"Czy Kościół, który głosi wielkie rzeczy, a zapomina o zwykłym ludzkim miłosierdziu, jest jeszcze Kościołem Chrystusa?" - pyta hierarcha w refleksji opublikowanej w mediach społecznościowych.
Biskup Damian Muskus OFM zamieścił na swoim profilu facebookowym felieton w związku z przypadającą we wspomnienie Matki Bożej z Góry Karmel rocznicą nominacji biskupiej jego i abp. Grzegorza Rysia. "Papież Benedykt mianował dwóch nowych biskupów dla Krakowa, niektórzy mówią, że dla Zwierzyńca (południowa dzielnica miasta) - Rysia i bernardyna" - napisał żartobliwie.
Jak podkreśla krakowski biskup pomocniczy, kolejne lata posługi przynoszą wyzwania, które jednocześnie są pytaniami o to, czego Jezus oczekuje od biskupów w Kościele i czego oczekują od nich ludzie. Wymienił trzy doświadczenia, które okazały się kluczowe. To peregrynacja obrazu Jezusa Miłosiernego w archidiecezji, Światowe Dni Młodzieży oraz ostatni czas, naznaczony w Kościele ujawnianiem kolejnych przypadków nadużyć.
Wspominając czas peregrynacji, bp Muskus podkreśla, że były to przede wszystkim "niezliczone spotkania z ludźmi szukającymi źródła nadziei w prostych słowach »Jezu, ufam Tobie«, z ich modlitwą i dziecięcym zawierzeniem Bożemu miłosierdziu".
"To był czas utwierdzania się w przekonaniu, że pasterz jest powołany do miłowania całej Owczarni, ze szczególnym uwzględnieniem tych owiec, które z różnych przyczyn znalazły się poza stadem. To czas poznawania Kościoła, jego złożoności i jego ewangelicznych źródeł. To czas uczenia się dyskretnej obecności w Kościele, dyskretnej, by najważniejszy był Chrystus" - zaznacza.

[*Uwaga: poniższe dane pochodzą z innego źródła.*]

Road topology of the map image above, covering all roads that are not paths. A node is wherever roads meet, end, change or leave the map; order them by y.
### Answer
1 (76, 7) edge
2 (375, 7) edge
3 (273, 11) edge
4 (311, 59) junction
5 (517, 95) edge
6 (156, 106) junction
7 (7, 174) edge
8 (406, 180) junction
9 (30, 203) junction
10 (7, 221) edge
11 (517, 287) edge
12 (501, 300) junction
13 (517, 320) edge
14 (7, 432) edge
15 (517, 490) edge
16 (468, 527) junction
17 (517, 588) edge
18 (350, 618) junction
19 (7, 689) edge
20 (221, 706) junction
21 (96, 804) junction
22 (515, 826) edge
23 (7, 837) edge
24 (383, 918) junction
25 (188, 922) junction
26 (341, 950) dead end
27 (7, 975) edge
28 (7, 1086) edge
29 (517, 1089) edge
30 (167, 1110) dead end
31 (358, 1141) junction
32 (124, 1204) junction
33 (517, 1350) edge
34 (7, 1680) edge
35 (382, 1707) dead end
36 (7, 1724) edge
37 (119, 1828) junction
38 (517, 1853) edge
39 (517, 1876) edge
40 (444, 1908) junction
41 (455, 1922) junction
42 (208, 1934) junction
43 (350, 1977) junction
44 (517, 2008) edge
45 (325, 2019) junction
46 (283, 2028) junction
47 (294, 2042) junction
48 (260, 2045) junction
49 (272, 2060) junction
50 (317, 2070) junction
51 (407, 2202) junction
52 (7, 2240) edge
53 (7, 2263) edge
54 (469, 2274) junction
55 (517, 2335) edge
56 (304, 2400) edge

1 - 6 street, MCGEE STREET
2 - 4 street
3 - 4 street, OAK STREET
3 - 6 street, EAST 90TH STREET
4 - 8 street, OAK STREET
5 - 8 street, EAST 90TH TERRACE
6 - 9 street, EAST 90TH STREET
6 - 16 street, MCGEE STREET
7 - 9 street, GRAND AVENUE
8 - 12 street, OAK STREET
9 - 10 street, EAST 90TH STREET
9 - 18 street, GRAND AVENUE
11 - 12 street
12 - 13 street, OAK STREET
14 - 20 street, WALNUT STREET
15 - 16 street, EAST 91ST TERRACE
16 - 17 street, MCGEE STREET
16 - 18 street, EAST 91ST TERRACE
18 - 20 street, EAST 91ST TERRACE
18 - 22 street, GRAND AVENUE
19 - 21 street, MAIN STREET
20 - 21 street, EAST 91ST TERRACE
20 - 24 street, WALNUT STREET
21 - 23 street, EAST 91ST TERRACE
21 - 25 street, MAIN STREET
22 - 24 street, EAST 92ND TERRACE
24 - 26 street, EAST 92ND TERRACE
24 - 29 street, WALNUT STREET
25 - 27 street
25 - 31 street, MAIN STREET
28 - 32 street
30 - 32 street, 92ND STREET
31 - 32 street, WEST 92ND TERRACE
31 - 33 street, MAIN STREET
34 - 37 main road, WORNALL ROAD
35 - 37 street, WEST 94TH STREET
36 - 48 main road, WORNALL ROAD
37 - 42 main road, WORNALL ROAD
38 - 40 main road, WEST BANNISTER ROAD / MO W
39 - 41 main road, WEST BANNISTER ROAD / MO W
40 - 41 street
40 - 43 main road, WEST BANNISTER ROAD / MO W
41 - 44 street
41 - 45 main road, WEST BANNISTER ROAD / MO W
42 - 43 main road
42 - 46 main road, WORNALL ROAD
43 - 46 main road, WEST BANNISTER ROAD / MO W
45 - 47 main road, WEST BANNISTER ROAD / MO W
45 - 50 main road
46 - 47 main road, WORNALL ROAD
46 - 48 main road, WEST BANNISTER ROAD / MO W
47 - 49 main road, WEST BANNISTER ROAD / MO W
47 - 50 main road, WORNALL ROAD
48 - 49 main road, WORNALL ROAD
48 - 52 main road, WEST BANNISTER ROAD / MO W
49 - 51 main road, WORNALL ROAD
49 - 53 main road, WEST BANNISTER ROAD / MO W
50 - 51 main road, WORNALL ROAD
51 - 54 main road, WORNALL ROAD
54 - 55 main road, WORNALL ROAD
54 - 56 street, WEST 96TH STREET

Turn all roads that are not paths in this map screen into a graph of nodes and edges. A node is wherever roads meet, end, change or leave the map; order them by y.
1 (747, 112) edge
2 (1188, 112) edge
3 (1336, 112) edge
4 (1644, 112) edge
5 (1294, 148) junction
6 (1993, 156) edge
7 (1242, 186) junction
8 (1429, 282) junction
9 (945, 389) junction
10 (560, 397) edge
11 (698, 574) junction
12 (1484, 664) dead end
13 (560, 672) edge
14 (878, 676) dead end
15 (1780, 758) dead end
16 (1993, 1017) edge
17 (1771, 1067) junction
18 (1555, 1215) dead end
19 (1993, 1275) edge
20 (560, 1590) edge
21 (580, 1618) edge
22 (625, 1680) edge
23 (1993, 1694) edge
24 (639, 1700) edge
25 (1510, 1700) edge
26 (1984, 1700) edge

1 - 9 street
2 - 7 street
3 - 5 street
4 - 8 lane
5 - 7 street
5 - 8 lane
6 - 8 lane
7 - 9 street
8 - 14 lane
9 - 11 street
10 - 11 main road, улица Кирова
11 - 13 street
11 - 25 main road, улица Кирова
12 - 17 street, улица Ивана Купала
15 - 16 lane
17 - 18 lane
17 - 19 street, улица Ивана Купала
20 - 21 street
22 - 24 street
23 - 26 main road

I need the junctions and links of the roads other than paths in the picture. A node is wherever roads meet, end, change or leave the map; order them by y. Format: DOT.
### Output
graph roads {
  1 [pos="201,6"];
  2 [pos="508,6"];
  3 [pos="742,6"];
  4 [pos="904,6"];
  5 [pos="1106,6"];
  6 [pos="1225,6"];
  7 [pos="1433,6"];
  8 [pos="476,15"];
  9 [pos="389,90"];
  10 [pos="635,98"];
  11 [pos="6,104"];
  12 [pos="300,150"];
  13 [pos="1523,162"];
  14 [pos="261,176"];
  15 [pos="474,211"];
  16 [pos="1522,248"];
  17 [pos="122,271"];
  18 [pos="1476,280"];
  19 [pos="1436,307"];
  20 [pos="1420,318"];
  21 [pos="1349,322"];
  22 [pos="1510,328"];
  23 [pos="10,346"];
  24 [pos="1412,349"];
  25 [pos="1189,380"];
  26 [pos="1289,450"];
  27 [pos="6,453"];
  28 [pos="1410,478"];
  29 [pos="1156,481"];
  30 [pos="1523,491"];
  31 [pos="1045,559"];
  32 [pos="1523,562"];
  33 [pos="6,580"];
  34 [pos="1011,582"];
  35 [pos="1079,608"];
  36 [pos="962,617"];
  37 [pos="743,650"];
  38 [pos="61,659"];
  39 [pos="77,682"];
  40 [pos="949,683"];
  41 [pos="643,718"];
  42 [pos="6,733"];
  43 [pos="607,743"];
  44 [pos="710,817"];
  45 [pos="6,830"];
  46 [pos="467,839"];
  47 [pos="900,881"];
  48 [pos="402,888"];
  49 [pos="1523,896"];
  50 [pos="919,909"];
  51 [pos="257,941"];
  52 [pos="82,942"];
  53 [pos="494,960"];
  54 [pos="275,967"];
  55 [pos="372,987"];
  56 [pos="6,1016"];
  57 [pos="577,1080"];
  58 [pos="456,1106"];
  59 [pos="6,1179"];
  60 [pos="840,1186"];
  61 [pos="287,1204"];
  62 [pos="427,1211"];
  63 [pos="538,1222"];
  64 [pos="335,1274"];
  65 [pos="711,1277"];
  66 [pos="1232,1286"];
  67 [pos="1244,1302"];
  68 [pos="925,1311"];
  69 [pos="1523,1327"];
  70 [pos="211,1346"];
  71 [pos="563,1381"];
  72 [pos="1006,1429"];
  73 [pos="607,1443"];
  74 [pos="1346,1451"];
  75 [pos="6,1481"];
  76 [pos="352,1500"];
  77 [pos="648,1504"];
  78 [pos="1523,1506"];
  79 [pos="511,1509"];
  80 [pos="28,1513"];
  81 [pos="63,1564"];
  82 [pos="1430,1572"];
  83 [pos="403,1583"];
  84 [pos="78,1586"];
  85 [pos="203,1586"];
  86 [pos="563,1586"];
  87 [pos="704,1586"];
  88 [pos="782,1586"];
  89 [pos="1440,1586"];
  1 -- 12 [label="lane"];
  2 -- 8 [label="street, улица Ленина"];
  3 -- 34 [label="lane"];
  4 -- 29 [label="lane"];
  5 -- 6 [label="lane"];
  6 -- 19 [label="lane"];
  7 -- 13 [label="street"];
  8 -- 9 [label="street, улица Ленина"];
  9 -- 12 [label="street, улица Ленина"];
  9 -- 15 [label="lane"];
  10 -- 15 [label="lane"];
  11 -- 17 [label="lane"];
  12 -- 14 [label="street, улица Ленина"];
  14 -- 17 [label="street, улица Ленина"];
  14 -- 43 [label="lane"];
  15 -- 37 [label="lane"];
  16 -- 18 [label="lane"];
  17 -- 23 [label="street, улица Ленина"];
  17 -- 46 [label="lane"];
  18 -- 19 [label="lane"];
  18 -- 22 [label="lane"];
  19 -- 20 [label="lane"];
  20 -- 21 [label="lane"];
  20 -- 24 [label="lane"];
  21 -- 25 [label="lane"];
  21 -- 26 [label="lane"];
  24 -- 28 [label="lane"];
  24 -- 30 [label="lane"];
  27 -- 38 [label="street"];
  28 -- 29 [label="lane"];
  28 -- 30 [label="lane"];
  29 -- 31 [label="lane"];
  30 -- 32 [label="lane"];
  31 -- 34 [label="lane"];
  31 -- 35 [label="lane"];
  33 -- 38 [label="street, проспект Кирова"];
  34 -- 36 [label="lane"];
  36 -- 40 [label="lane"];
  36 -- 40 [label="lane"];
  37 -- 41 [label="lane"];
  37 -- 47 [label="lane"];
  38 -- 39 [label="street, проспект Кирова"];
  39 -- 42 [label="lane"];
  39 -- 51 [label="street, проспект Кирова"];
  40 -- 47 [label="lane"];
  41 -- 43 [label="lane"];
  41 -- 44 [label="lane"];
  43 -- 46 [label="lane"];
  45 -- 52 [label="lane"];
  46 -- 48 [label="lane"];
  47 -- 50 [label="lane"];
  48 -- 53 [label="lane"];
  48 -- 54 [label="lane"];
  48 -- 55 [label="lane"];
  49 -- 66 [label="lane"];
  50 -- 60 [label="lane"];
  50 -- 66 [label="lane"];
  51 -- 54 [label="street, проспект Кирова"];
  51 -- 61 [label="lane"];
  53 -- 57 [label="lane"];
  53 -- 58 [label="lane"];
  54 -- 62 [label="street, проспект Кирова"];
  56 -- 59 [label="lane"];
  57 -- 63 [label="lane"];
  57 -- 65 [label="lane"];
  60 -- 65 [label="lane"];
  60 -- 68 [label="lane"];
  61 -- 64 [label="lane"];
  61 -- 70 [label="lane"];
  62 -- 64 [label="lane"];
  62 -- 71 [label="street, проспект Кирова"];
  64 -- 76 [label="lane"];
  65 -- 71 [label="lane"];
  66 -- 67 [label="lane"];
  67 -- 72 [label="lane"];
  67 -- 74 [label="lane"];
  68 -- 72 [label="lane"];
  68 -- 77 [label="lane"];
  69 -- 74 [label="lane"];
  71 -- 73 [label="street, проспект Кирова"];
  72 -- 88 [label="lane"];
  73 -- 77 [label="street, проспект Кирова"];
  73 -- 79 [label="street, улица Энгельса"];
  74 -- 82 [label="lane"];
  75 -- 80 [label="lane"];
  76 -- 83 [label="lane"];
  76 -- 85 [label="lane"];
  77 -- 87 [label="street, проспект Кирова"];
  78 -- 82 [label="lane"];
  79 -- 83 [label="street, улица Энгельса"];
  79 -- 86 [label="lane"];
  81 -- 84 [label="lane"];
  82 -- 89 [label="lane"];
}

Światowe Dni Młodzieży w Krakowie i czas przygotowań do spotkania papieża z Kościołem młodych był okresem "mobilizacji i solidarnego wysiłku wielu środowisk, którym na co dzień nie zawsze jest po drodze". Zdaniem hierarchy, który był koordynatorem generalnym w komitecie organizacyjnym ŚDM, doświadczenie to zrodziło przekonanie, że w Kościele jest miejsce dla każdego, a rolą biskupa jest "stworzenie przestrzeni dla spotkania z Jezusem, a nie wypełnianie jej swoimi projektami".
"To oddanie głosu młodym, współpraca ze świeckimi i przekazanie w ich ręce dużej części odpowiedzialności, codzienne wspólne budowanie dzieła, które było większe od nas, naszych uzdolnień i kompetencji, zaowocowało ostatecznie doświadczeniem Kościoła tętniącego życiem, radością i entuzjazmem, Kościoła, który - jak mówił papież Franciszek - jest zawsze młody, bo poruszany Duchem Bożym" - wspomina bp Muskus.
Ostatnią lekcją, o której pisze duchowny, jest czas "naznaczony pandemią, który zweryfikował nasze chrześcijańskie postawy i dla wielu okazał się próbą wiary". "Chodzi nie tylko o śmiercionośnego wirusa, lecz także o zło, kaleczące ciało, duszę i psychikę maluczkich. Zło, które niestety podatny grunt znalazło także w Kościele" - precyzuje.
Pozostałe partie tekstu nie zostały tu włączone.